__Task requirements__
Take the listing below and write it out again exactly, skipping any picture that it holds.

__Records shown__
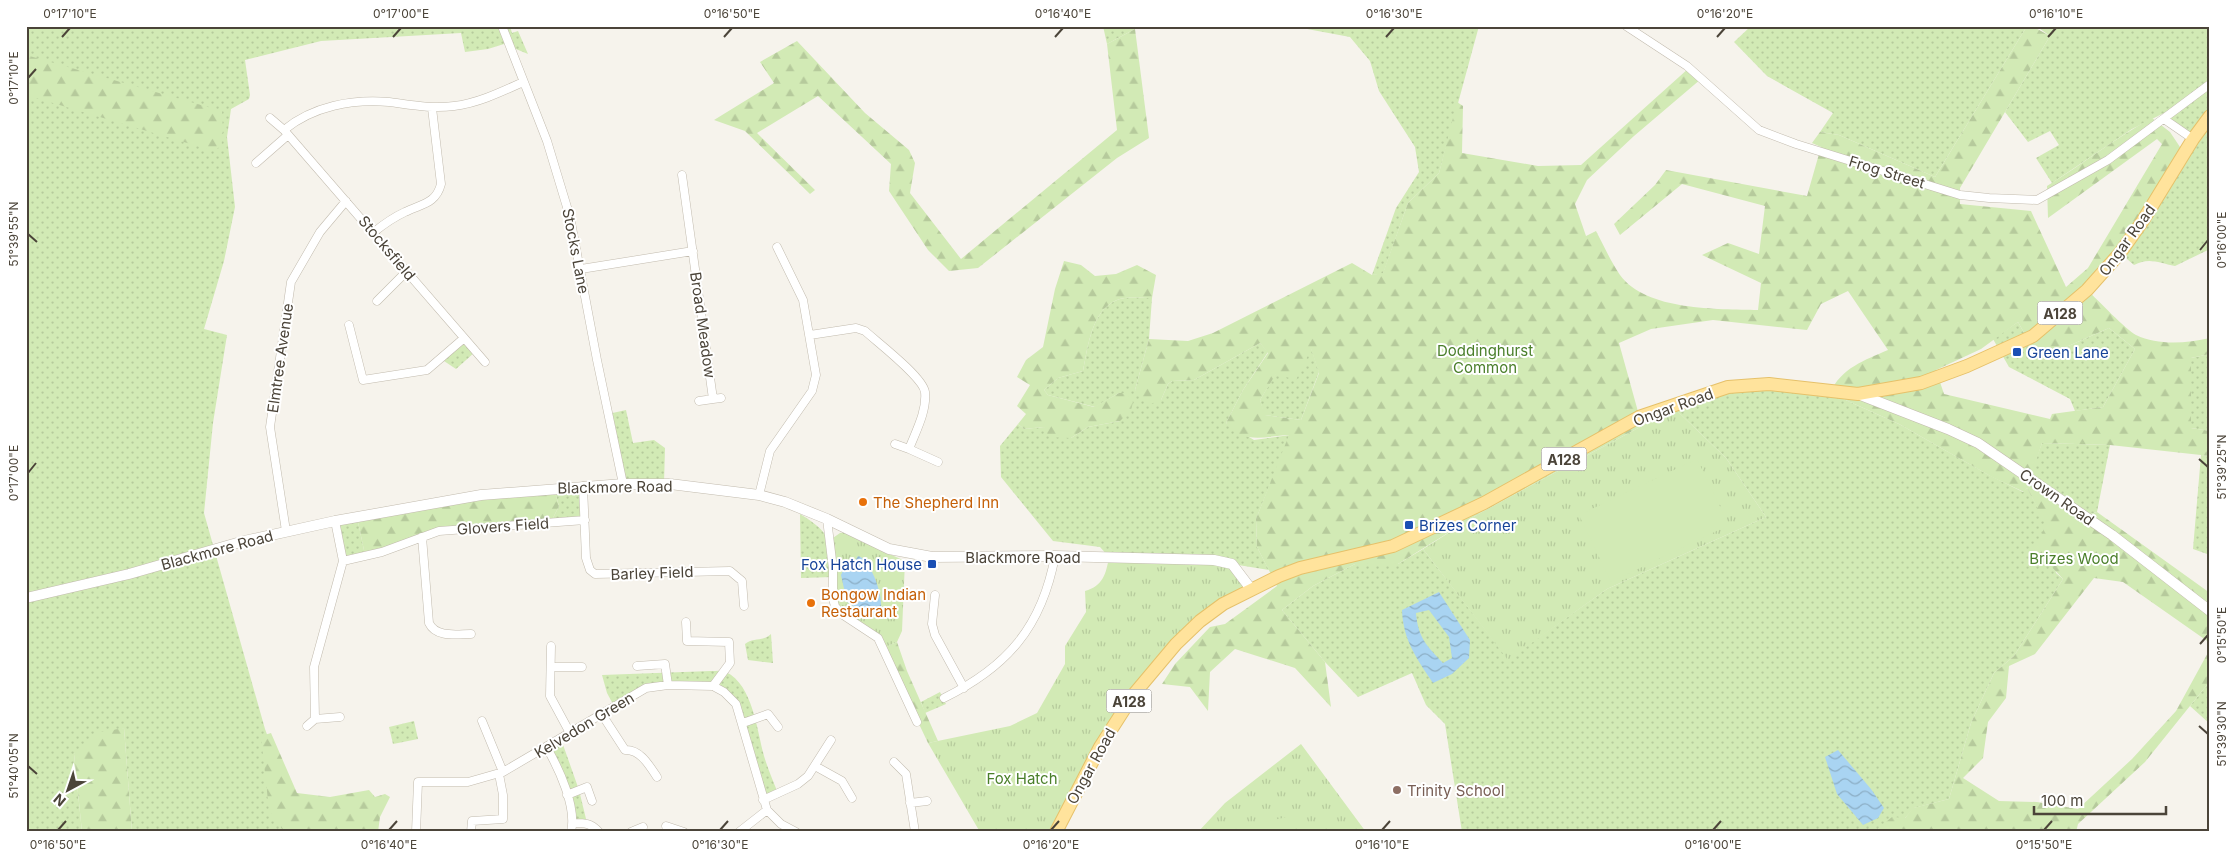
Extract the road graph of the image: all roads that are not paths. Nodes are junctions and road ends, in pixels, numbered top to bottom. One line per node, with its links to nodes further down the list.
1 (502, 26): 3 (street, Stocks Lane)
2 (1626, 26): 8 (street, Frog Street)
3 (523, 82): 5 (street); 17 (street, Stocks Lane)
4 (2210, 84): 8 (street, Frog Street)
5 (432, 108): 9 (street); 14 (street)
6 (2210, 116): 10 (main road, Ongar Road / A128)
7 (270, 118): 9 (street, Stocksfield)
8 (2164, 119): 10 (street)
9 (286, 132): 11 (street); 13 (street, Stocksfield)
10 (2193, 139): 24 (main road, Ongar Road / A128)
11 (256, 163)
12 (682, 175): 16 (street, Broad Meadow)
13 (346, 201): 14 (street, Stocksfield); 37 (street, Elmtree Avenue)
14 (374, 232): 18 (street, Stocksfield)
15 (777, 247): 21 (street)
16 (693, 251): 17 (street, Broad Meadow); 26 (street, Broad Meadow)
17 (581, 269): 31 (street, Stocks Lane)
18 (407, 271): 19 (street); 22 (street, Stocksfield)
19 (376, 301)
20 (349, 325): 22 (street)
21 (810, 335): 29 (street); 33 (street)
22 (463, 339): 23 (street, Stocksfield)
23 (485, 362)
24 (1892, 388): 25 (main road, Ongar Road / A128); 27 (street)
25 (1858, 394): 27 (street, Crown Road); 41 (main road, Ongar Road / A128)
26 (699, 401)
27 (1890, 407): 45 (street, Crown Road)
28 (895, 444): 29 (street)
29 (909, 449): 30 (street)
30 (938, 462)
31 (623, 484): 32 (street, Blackmore Road); 33 (street, Blackmore Road)
32 (583, 486): 35 (street, Barley Field); 36 (street, Blackmore Road)
33 (759, 495): 34 (street, Blackmore Road)
34 (827, 519): 39 (street, Blackmore Road); 60 (street)
35 (585, 520): 38 (street, Glovers Field); 44 (street, Barley Field)
36 (335, 521): 37 (street, Blackmore Road); 40 (street)
37 (286, 531): 43 (street, Blackmore Road)
38 (422, 537): 40 (street, Glovers Field); 47 (street)
39 (1055, 556): 41 (street, Blackmore Road); 54 (street)
40 (344, 561): 58 (street)
41 (1251, 589): 89 (main road, Ongar Road / A128)
42 (935, 595): 54 (street)
43 (26, 598)
44 (744, 606)
45 (2210, 611)
46 (686, 622): 53 (street)
47 (472, 634)
48 (551, 646): 50 (street)
49 (637, 666): 52 (street)
50 (550, 667): 51 (street); 64 (street)
51 (582, 667)
52 (668, 685): 53 (street, Kelvedon Green); 56 (street, Kelvedon Green)
53 (713, 686): 61 (street)
54 (964, 688): 55 (street)
55 (944, 698)
56 (601, 713): 64 (street, Kelvedon Green); 70 (street)
57 (340, 717): 58 (street)
58 (315, 719): 62 (street)
59 (482, 721): 69 (street)
60 (917, 722)
61 (743, 723): 63 (street); 73 (street)
62 (307, 726)
63 (778, 728)
64 (570, 733): 66 (street, Kelvedon Green)
65 (831, 740): 68 (street)
66 (547, 748): 69 (street, Kelvedon Green); 71 (street)
67 (894, 762): 76 (street)
68 (815, 766): 72 (street); 73 (street)
69 (501, 773): 81 (street, Kelvedon Green); 82 (street)
70 (657, 777)
71 (566, 795): 74 (street); 80 (street)
72 (852, 798)
73 (763, 800): 77 (street)
74 (592, 801)
75 (927, 801): 76 (street)
76 (910, 803): 88 (street)
77 (766, 810): 86 (street); 87 (street)
78 (666, 826): 85 (street)
79 (644, 827): 84 (street)
80 (572, 828): 83 (street)
81 (416, 832)
82 (471, 832)
83 (600, 832)
84 (631, 832)
85 (684, 832)
86 (739, 832)
87 (796, 832)
88 (914, 832)
89 (1056, 832)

__Response area__
Extract the road graph of the image: all roads that are not paths. Nodes are junctions and road ends, in pixels, numbered top to bottom. One line per node, with its links to nodes further down the list.
1 (502, 26): 3 (street, Stocks Lane)
2 (1626, 26): 8 (street, Frog Street)
3 (523, 82): 5 (street); 17 (street, Stocks Lane)
4 (2210, 84): 8 (street, Frog Street)
5 (432, 108): 9 (street); 14 (street)
6 (2210, 116): 10 (main road, Ongar Road / A128)
7 (270, 118): 9 (street, Stocksfield)
8 (2164, 119): 10 (street)
9 (286, 132): 11 (street); 13 (street, Stocksfield)
10 (2193, 139): 24 (main road, Ongar Road / A128)
11 (256, 163)
12 (682, 175): 16 (street, Broad Meadow)
13 (346, 201): 14 (street, Stocksfield); 37 (street, Elmtree Avenue)
14 (374, 232): 18 (street, Stocksfield)
15 (777, 247): 21 (street)
16 (693, 251): 17 (street, Broad Meadow); 26 (street, Broad Meadow)
17 (581, 269): 31 (street, Stocks Lane)
18 (407, 271): 19 (street); 22 (street, Stocksfield)
19 (376, 301)
20 (349, 325): 22 (street)
21 (810, 335): 29 (street); 33 (street)
22 (463, 339): 23 (street, Stocksfield)
23 (485, 362)
24 (1892, 388): 25 (main road, Ongar Road / A128); 27 (street)
25 (1858, 394): 27 (street, Crown Road); 41 (main road, Ongar Road / A128)
26 (699, 401)
27 (1890, 407): 45 (street, Crown Road)
28 (895, 444): 29 (street)
29 (909, 449): 30 (street)
30 (938, 462)
31 (623, 484): 32 (street, Blackmore Road); 33 (street, Blackmore Road)
32 (583, 486): 35 (street, Barley Field); 36 (street, Blackmore Road)
33 (759, 495): 34 (street, Blackmore Road)
34 (827, 519): 39 (street, Blackmore Road); 60 (street)
35 (585, 520): 38 (street, Glovers Field); 44 (street, Barley Field)
36 (335, 521): 37 (street, Blackmore Road); 40 (street)
37 (286, 531): 43 (street, Blackmore Road)
38 (422, 537): 40 (street, Glovers Field); 47 (street)
39 (1055, 556): 41 (street, Blackmore Road); 54 (street)
40 (344, 561): 58 (street)
41 (1251, 589): 89 (main road, Ongar Road / A128)
42 (935, 595): 54 (street)
43 (26, 598)
44 (744, 606)
45 (2210, 611)
46 (686, 622): 53 (street)
47 (472, 634)
48 (551, 646): 50 (street)
49 (637, 666): 52 (street)
50 (550, 667): 51 (street); 64 (street)
51 (582, 667)
52 (668, 685): 53 (street, Kelvedon Green); 56 (street, Kelvedon Green)
53 (713, 686): 61 (street)
54 (964, 688): 55 (street)
55 (944, 698)
56 (601, 713): 64 (street, Kelvedon Green); 70 (street)
57 (340, 717): 58 (street)
58 (315, 719): 62 (street)
59 (482, 721): 69 (street)
60 (917, 722)
61 (743, 723): 63 (street); 73 (street)
62 (307, 726)
63 (778, 728)
64 (570, 733): 66 (street, Kelvedon Green)
65 (831, 740): 68 (street)
66 (547, 748): 69 (street, Kelvedon Green); 71 (street)
67 (894, 762): 76 (street)
68 (815, 766): 72 (street); 73 (street)
69 (501, 773): 81 (street, Kelvedon Green); 82 (street)
70 (657, 777)
71 (566, 795): 74 (street); 80 (street)
72 (852, 798)
73 (763, 800): 77 (street)
74 (592, 801)
75 (927, 801): 76 (street)
76 (910, 803): 88 (street)
77 (766, 810): 86 (street); 87 (street)
78 (666, 826): 85 (street)
79 (644, 827): 84 (street)
80 (572, 828): 83 (street)
81 (416, 832)
82 (471, 832)
83 (600, 832)
84 (631, 832)
85 (684, 832)
86 (739, 832)
87 (796, 832)
88 (914, 832)
89 (1056, 832)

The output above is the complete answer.